Dissertation of the Day*

UVic News recently announced that UVic ranks among the top performers in 10 fields, according to the 2019 Quacquarelli Symonds (QS) World University Rankings by Subject.  To celebrate, we would like to feature some of the graduate research under each of these disciplines. Today, we feature a 2002 Education (Curriculum and Instruction) dissertation:

Virtually invisible: at-risk boys and their concepts of self as beings-in-the-online-world

by Jordan Tinney

Abstract:

As communications technologies flourish, increasing numbers of students are spending inordinate amounts of time in online communities. Often, students who spend excess time online are boys who are experiencing difficulty in school. For many of these boys, their participation in virtual worlds and their use of computers has shown them to be successful learners. However, for a variety of reasons, these boys continue to be disengaged in school and seriously at-risk for failure. This study explores the lives of at-risk boys who spend several hours a day in online worlds. The researcher is a long time participant in virtual worlds and through interviews examines the notions of self in online communities and how these at-risk boys navigate between their lives on and offline. The students’ participation in online forums may provide helpful insights into who they are and how we can best meet their needs in our schools. In addition to an examination of the social formation of self in online worlds, this study mounts a critique of the promotion of an Internet “culture” or “community”. In the text-based world of Internet Relay Chat (IRC), many of the foundations of what constitutes a culture may be absent and researchers may be too quick in accepting such forums as true communities.
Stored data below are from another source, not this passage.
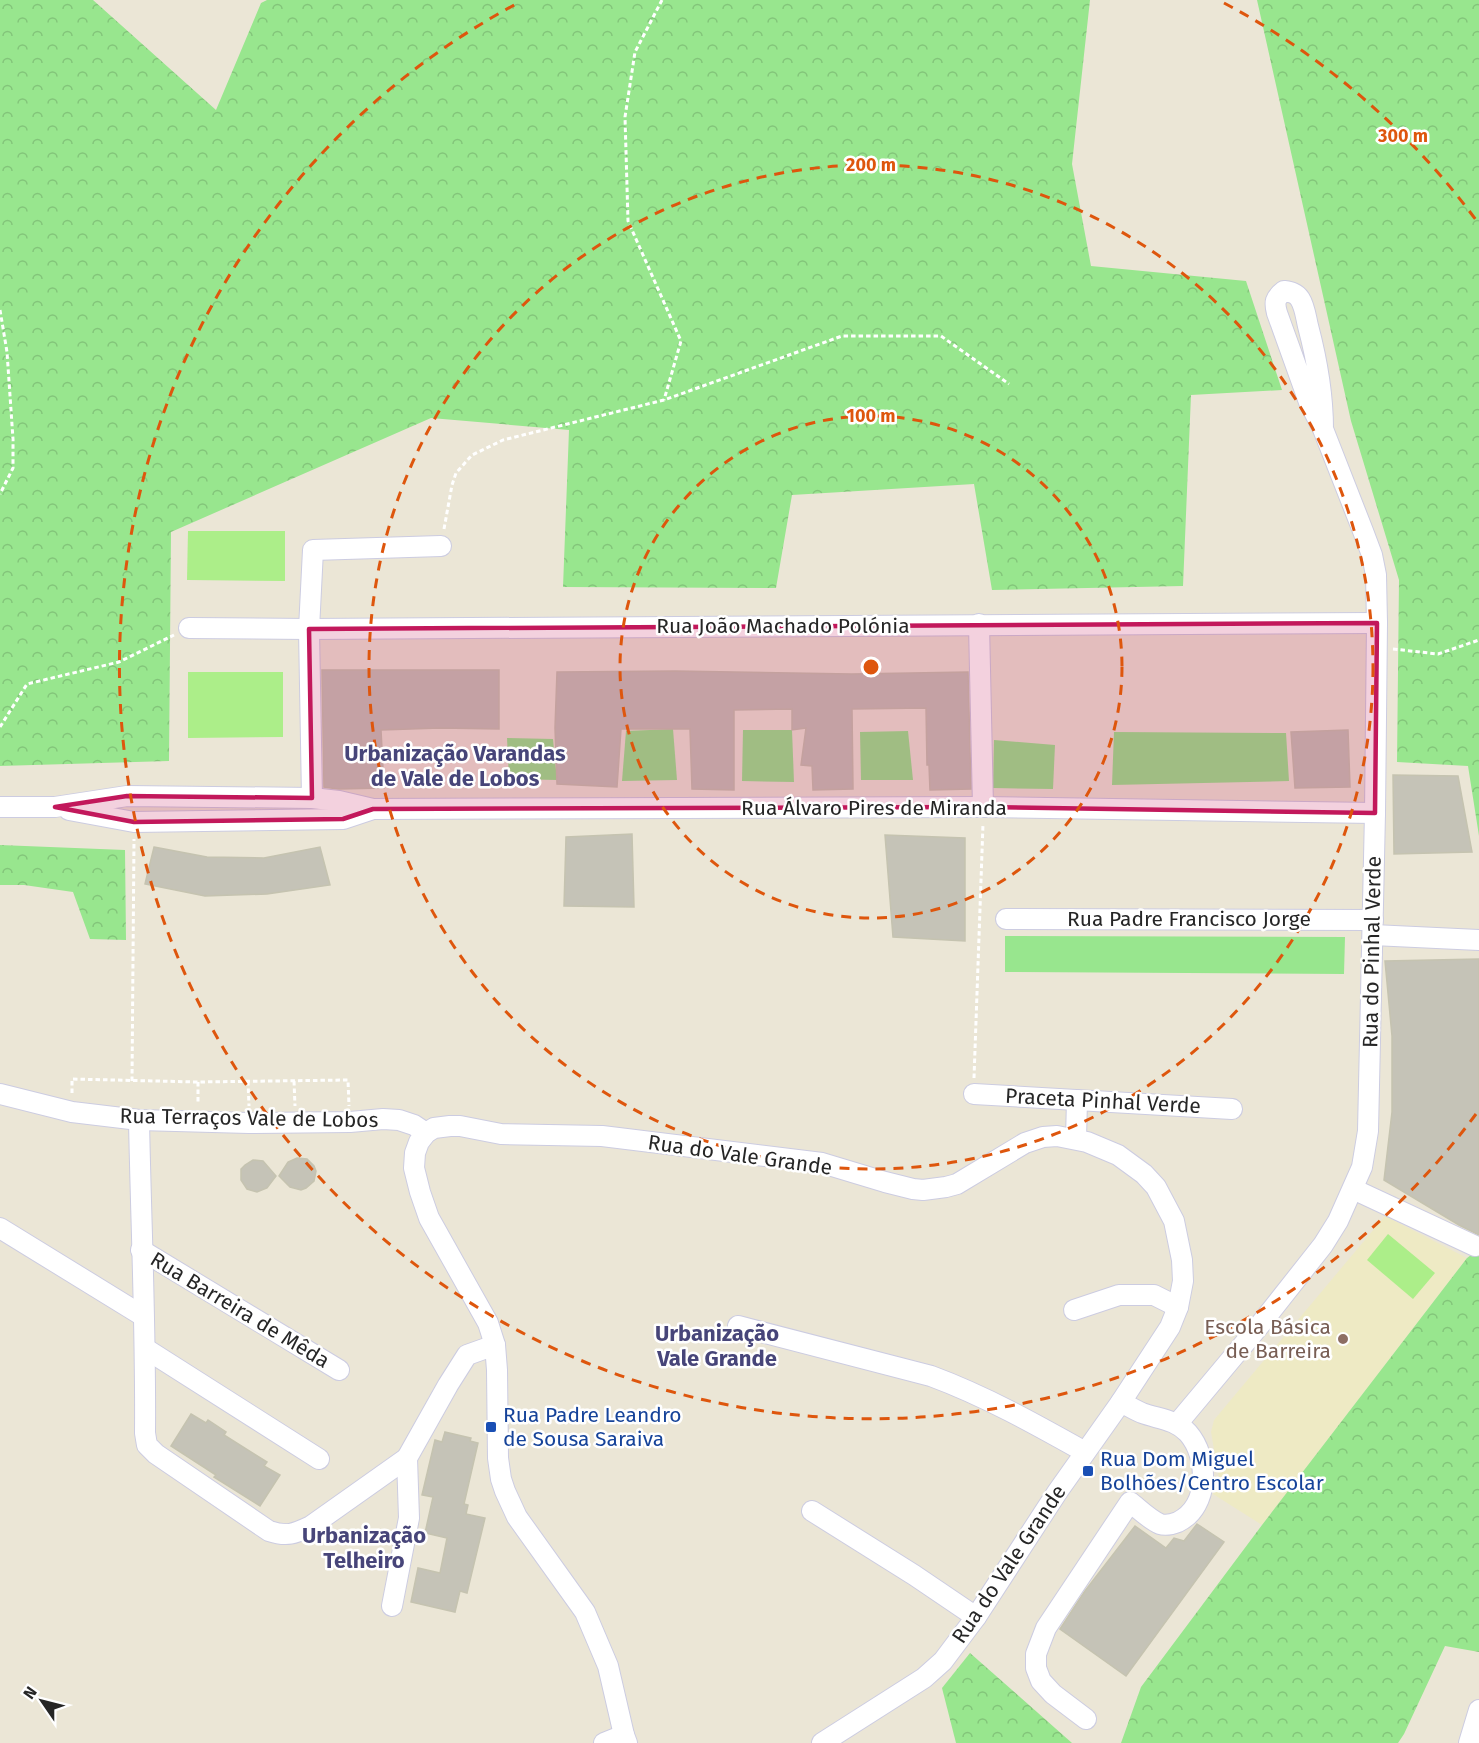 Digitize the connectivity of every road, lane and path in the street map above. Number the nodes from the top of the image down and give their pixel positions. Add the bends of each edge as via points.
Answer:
1 (662, 0) edge
2 (0, 309) edge
3 (1010, 384) dead end
4 (664, 400) junction
5 (1323, 429) junction
6 (0, 494) edge
7 (441, 546) joint
8 (1377, 623) junction
9 (978, 624) junction
10 (189, 628) joint
11 (309, 629) junction
12 (1479, 640) edge
13 (1377, 647) junction
14 (0, 727) edge
15 (312, 798) junction
16 (0, 807) edge
17 (55, 807) junction
18 (983, 807) junction
19 (373, 809) junction
20 (1376, 813) junction
21 (134, 822) junction
22 (1006, 919) dead end
23 (1373, 927) junction
24 (1479, 940) edge
25 (132, 1081) junction
26 (248, 1081) junction
27 (294, 1081) junction
28 (198, 1082) junction
29 (0, 1094) edge
30 (974, 1094) joint
31 (1077, 1100) junction
32 (1232, 1108) dead end
33 (72, 1112) junction
34 (139, 1120) junction
35 (198, 1121) junction
36 (295, 1122) junction
37 (350, 1122) junction
38 (249, 1123) junction
39 (426, 1133) junction
40 (1076, 1139) junction
41 (1353, 1189) junction
42 (0, 1228) edge
43 (1475, 1246) dead end
44 (141, 1250) junction
45 (1178, 1307) junction
46 (1074, 1310) dead end
47 (143, 1316) junction
48 (738, 1326) dead end
49 (495, 1345) junction
50 (146, 1349) junction
51 (339, 1370) dead end
52 (1121, 1402) junction
53 (1177, 1424) junction
54 (1085, 1452) junction
55 (407, 1458) junction
56 (319, 1459) dead end
57 (812, 1511) dead end
58 (392, 1606) dead end
59 (976, 1617) junction
60 (1479, 1710) edge
61 (1086, 1719) dead end
62 (626, 1739) edge
63 (604, 1743) edge
64 (822, 1743) edge
65 (1470, 1743) edge

1 - 4 path via 636,52 625,117 628,221 681,340
2 - 6 path via 13,439 13,468
3 - 4 path via 941,336 842,336
4 - 7 path via 503,440 472,455 456,473
5 - 5 street via 1323,401 1304,308 1293,293 1284,291 1276,297 1277,313 1309,402
5 - 8 street, Rua do Pinhal Verde via 1371,555 1376,575
7 - 11 street via 313,550
8 - 9 street, Rua João Machado Polónia
8 - 13 street, Rua do Pinhal Verde
9 - 11 street, Rua João Machado Polónia
9 - 18 street
10 - 11 street, Rua João Machado Polónia
10 - 14 path via 119,662 27,684
11 - 15 street
12 - 13 path via 1438,654
13 - 20 street, Rua do Pinhal Verde
15 - 17 street, Rua Álvaro Pires de Miranda via 127,796
15 - 19 street, Rua Álvaro Pires de Miranda
16 - 17 street, Rua Álvaro Pires de Miranda
17 - 21 street, Rua Álvaro Pires de Miranda
18 - 19 street, Rua Álvaro Pires de Miranda
18 - 20 street, Rua Álvaro Pires de Miranda
18 - 30 path
19 - 21 street, Rua Álvaro Pires de Miranda via 343,819
20 - 23 street, Rua do Pinhal Verde
21 - 25 path
22 - 23 street, Rua Padre Francisco Jorge
23 - 24 street, Rua Padre Francisco Jorge
23 - 41 street, Rua do Pinhal Verde via 1368,1131 1362,1167
25 - 28 path
25 - 33 path via 72,1079
26 - 27 path
26 - 28 path
26 - 38 path
27 - 36 path
27 - 37 path via 348,1080
28 - 35 path
29 - 33 street, Rua Terraços Vale de Lobos
30 - 31 street, Praceta Pinhal Verde
31 - 32 street, Praceta Pinhal Verde
31 - 40 street
33 - 34 street, Rua Terraços Vale de Lobos
34 - 35 street, Rua Terraços Vale de Lobos
34 - 44 street
35 - 38 street, Rua Terraços Vale de Lobos
36 - 37 street, Rua Terraços Vale de Lobos
36 - 38 street, Rua Terraços Vale de Lobos
37 - 39 street, Rua Terraços Vale de Lobos via 399,1120
39 - 40 street, Rua do Vale Grande via 442,1126 460,1126 501,1134 602,1136 812,1161 923,1190 957,1184 1025,1143 1057,1136
39 - 49 street via 415,1153 420,1192 429,1218 488,1323
40 - 45 street, Rua do Vale Grande via 1118,1155 1156,1187 1174,1221 1182,1260
41 - 43 street
41 - 53 street, Rua do Pinhal Verde via 1323,1245
42 - 47 street
44 - 47 street
44 - 51 street, Rua Barreira de Mêda
45 - 46 street via 1154,1295 1119,1294
45 - 52 street, Rua do Vale Grande via 1170,1327
47 - 50 street
48 - 54 street via 931,1376
49 - 55 street via 467,1354
49 - 62 street via 501,1479 517,1517 585,1612 608,1666
50 - 55 street via 147,1445 269,1531 282,1535 311,1526
50 - 56 street
52 - 53 street
52 - 54 street, Rua do Vale Grande
53 - 61 street via 1188,1433 1200,1454 1204,1472 1195,1506 1184,1519 1161,1525 1130,1502 1047,1628 1036,1654 1041,1681
54 - 59 street, Rua do Vale Grande
55 - 58 street via 409,1518
57 - 59 street
59 - 64 street, Rua do Vale Grande via 943,1661 924,1678
60 - 65 street
62 - 63 street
To read more, visit UVicSpace https://dspace.library.uvic.ca//handle/1828/10357

*UVic’s open access repository, UVicspace, makes worldwide knowledge mobilization possible. Through this platform, researchers at any institution have access to dissertations (and theses and graduate projects) published by our graduate students. This also makes works available to the interested layperson, who may be engaged in learning more about the research being done at UVic, with no paywall. UVic’s graduate students are doing valuable research every day – but sometimes it goes unsung. Our goal with this series is to shine a light on our students by featuring excellence, one achievement at a time.